[Saved entries]
★ ★ ★ ★ ★ ★ ★

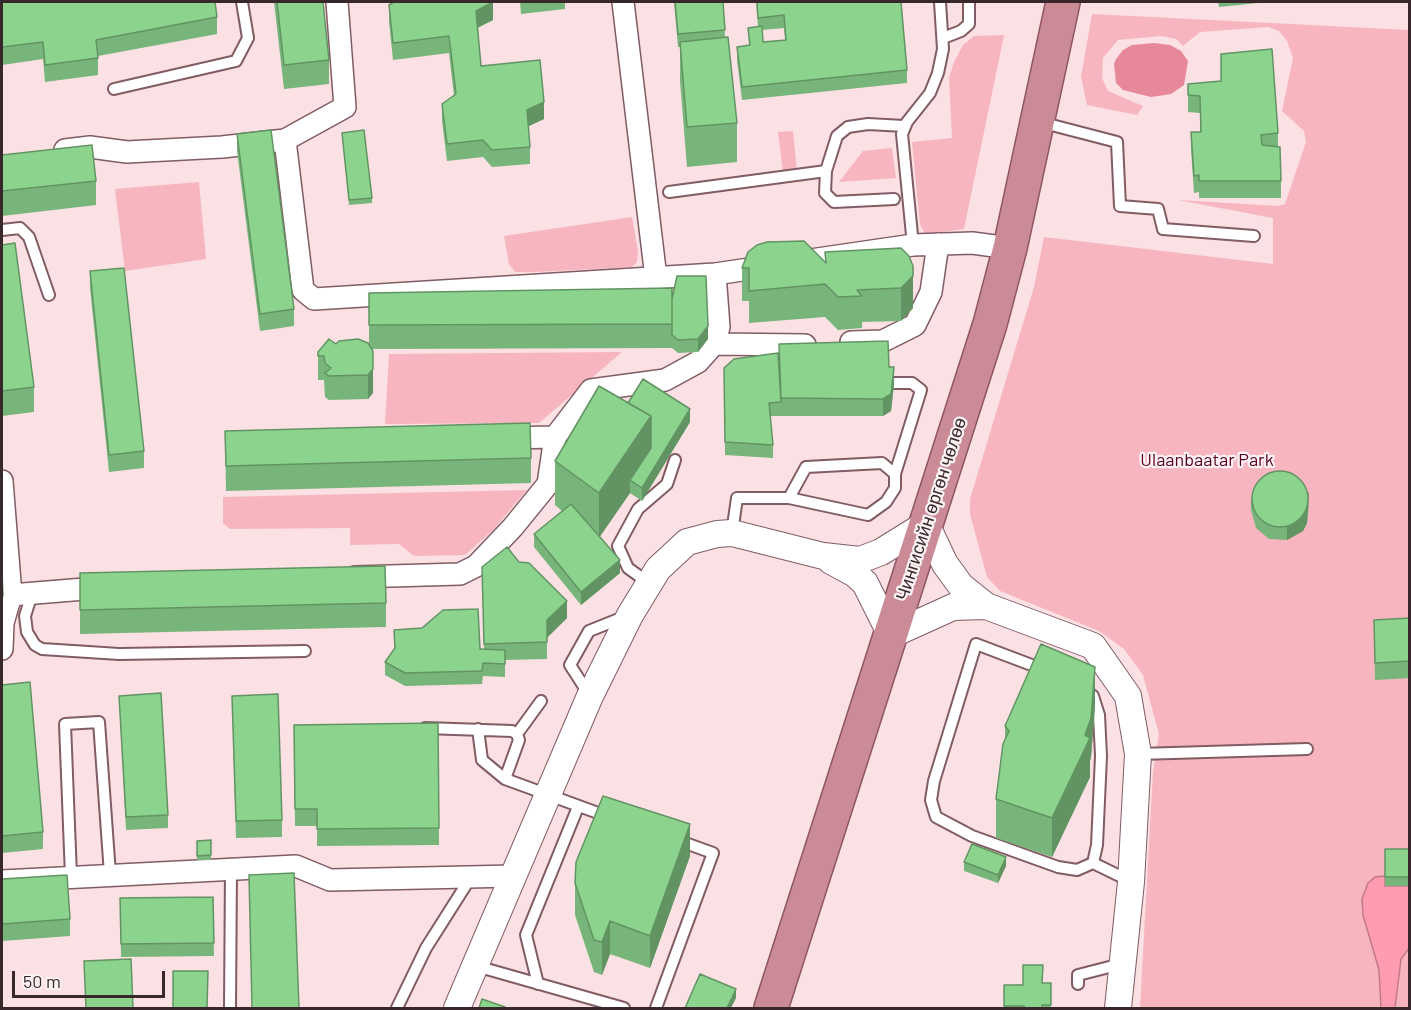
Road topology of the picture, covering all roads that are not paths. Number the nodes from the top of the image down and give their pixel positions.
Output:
1 (242, 2) edge
2 (337, 2) edge
3 (623, 2) edge
4 (940, 2) edge
5 (969, 2) edge
6 (1063, 2) edge
7 (943, 38) junction
8 (114, 88) dead end
9 (1039, 121) junction
10 (904, 126) junction
11 (285, 140) junction
12 (46, 152) edge
13 (826, 171) junction
14 (669, 192) dead end
15 (894, 199) dead end
16 (2, 230) edge
17 (1254, 236) dead end
18 (938, 244) junction
19 (913, 245) junction
20 (1010, 248) junction
21 (715, 274) junction
22 (656, 278) junction
23 (49, 295) dead end
24 (714, 344) junction
25 (893, 382) edge
26 (555, 437) junction
27 (484, 438) edge
28 (675, 460) dead end
29 (895, 474) junction
30 (2, 481) edge
31 (789, 498) junction
32 (926, 524) junction
33 (732, 533) junction
34 (823, 556) junction
35 (332, 578) edge
36 (134, 585) edge
37 (647, 587) junction
38 (22, 595) junction
39 (986, 606) junction
40 (891, 635) junction
41 (2, 649) edge
42 (305, 651) dead end
43 (541, 700) dead end
44 (410, 727) edge
45 (478, 729) junction
46 (518, 734) junction
47 (1307, 749) dead end
48 (1138, 754) junction
49 (505, 778) junction
50 (548, 796) junction
51 (578, 807) junction
52 (623, 822) edge
53 (668, 837) edge
54 (1093, 863) junction
55 (231, 869) junction
56 (110, 874) junction
57 (71, 876) junction
58 (514, 876) junction
59 (471, 877) junction
60 (2, 881) edge
61 (1131, 882) junction
62 (1121, 964) junction
63 (476, 966) junction
64 (538, 984) junction
65 (1078, 984) dead end
66 (230, 1008) edge
67 (398, 1008) edge
68 (457, 1008) edge
69 (624, 1008) edge
70 (656, 1008) edge
71 (771, 1008) edge
72 (1118, 1008) edge

1 - 8 lane
2 - 11 street
3 - 22 street
4 - 7 lane
5 - 7 lane
6 - 9 highway, Чингисийн өргөн чөлөө
7 - 10 lane
9 - 17 lane
9 - 20 highway, Чингисийн өргөн чөлөө
10 - 13 lane
10 - 19 lane
11 - 12 street
11 - 22 street
13 - 14 lane
13 - 15 lane
16 - 23 lane
18 - 19 street
18 - 20 street
18 - 24 street
19 - 21 street
20 - 32 highway, Чингисийн өргөн чөлөө
21 - 22 street
21 - 24 street
24 - 26 street
25 - 29 lane
26 - 27 street
26 - 35 street
28 - 37 lane
29 - 31 lane
29 - 31 lane
30 - 38 street
31 - 33 lane
32 - 34 street
32 - 39 street
32 - 40 highway, Чингисийн өргөн чөлөө
33 - 34 street
33 - 37 street
34 - 40 street
36 - 38 street
37 - 50 street
38 - 41 street
38 - 42 lane
39 - 40 street
39 - 48 street
40 - 71 highway, Чингисийн өргөн чөлөө
43 - 46 lane
44 - 45 lane
45 - 46 lane
45 - 49 lane
46 - 49 lane
47 - 48 lane
48 - 61 street
49 - 50 lane
50 - 51 lane
50 - 58 street
51 - 52 lane
51 - 64 lane
53 - 70 lane
54 - 54 lane
54 - 61 lane
55 - 56 street
55 - 59 street
55 - 66 lane
56 - 57 street
56 - 57 lane
57 - 60 street
58 - 59 street
58 - 63 street
59 - 67 lane
61 - 62 street
62 - 65 lane
62 - 72 street
63 - 64 lane
63 - 68 street
64 - 69 lane

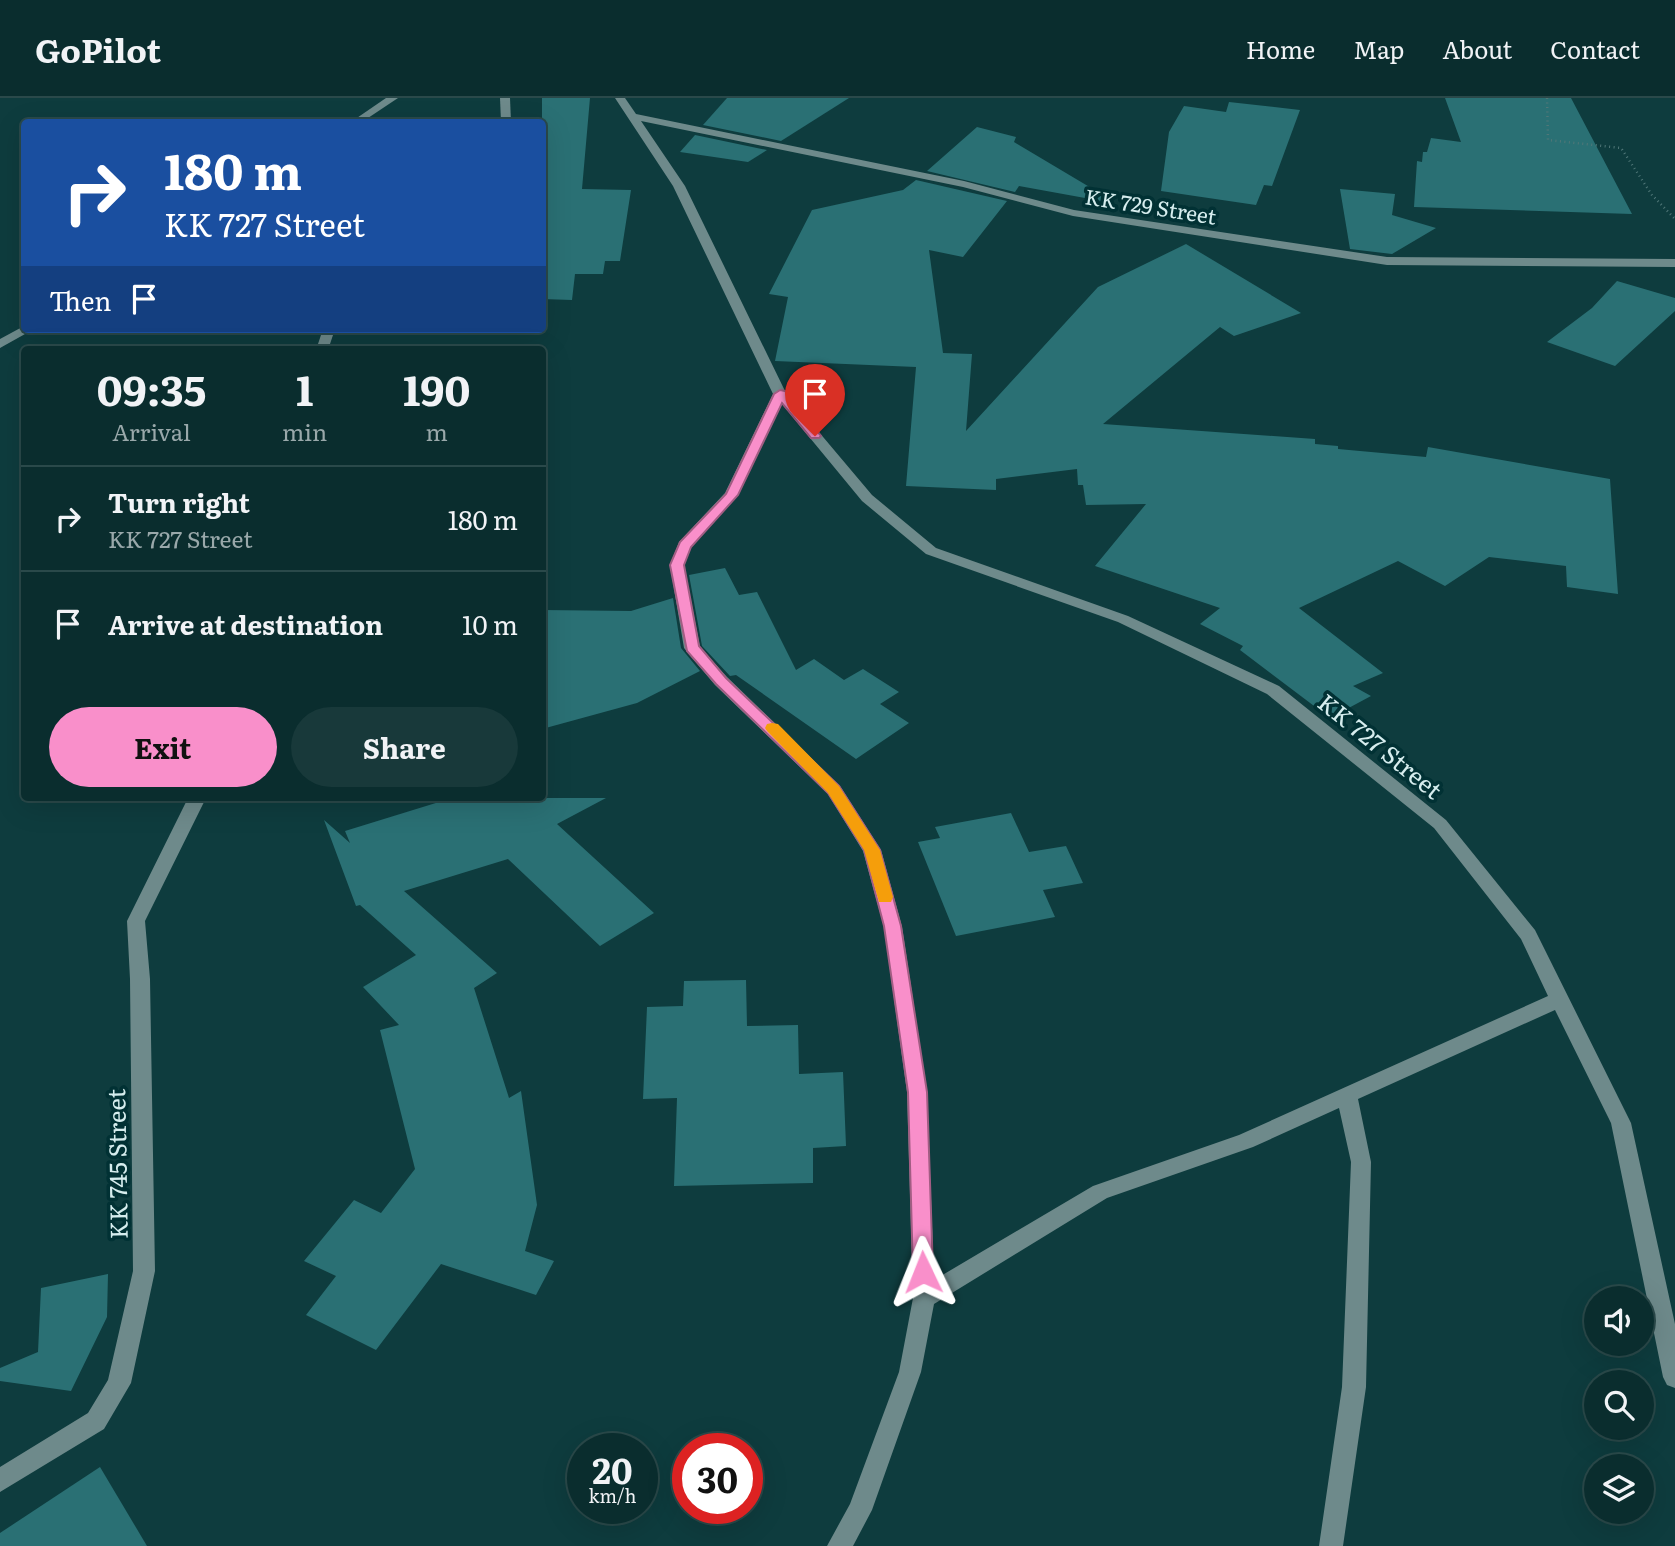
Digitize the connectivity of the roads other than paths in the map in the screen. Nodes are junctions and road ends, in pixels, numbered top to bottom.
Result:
1 (393, 98) edge
2 (505, 98) edge
3 (620, 98) edge
4 (630, 116) junction
5 (361, 119) edge
6 (506, 119) edge
7 (1675, 262) edge
8 (21, 333) edge
9 (0, 344) edge
10 (780, 394) junction
11 (196, 801) edge
12 (1560, 999) junction
13 (1347, 1096) junction
14 (924, 1298) junction
15 (1675, 1377) edge
16 (0, 1480) edge
17 (839, 1546) edge
18 (1331, 1546) edge

1 - 5 street
2 - 6 street
3 - 4 street, KK 727 Street
4 - 7 street, KK 729 Street
4 - 10 street, KK 727 Street
8 - 9 street
10 - 12 street, KK 727 Street
10 - 14 street
11 - 16 street, KK 745 Street
12 - 13 street
12 - 15 street, KK 727 Street
13 - 14 street
13 - 18 street
14 - 17 street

★ ★ ★ ★ ★ ★ ★

▶ [WHAT YOU NEED TO DO]: For each line of the data that includes the word "paths", return a copy of it.

▶ [TASK RESPONSE]:
Road topology of the picture, covering all roads that are not paths. Number the nodes from the top of the image down and give their pixel positions.
Digitize the connectivity of the roads other than paths in the map in the screen. Nodes are junctions and road ends, in pixels, numbered top to bottom.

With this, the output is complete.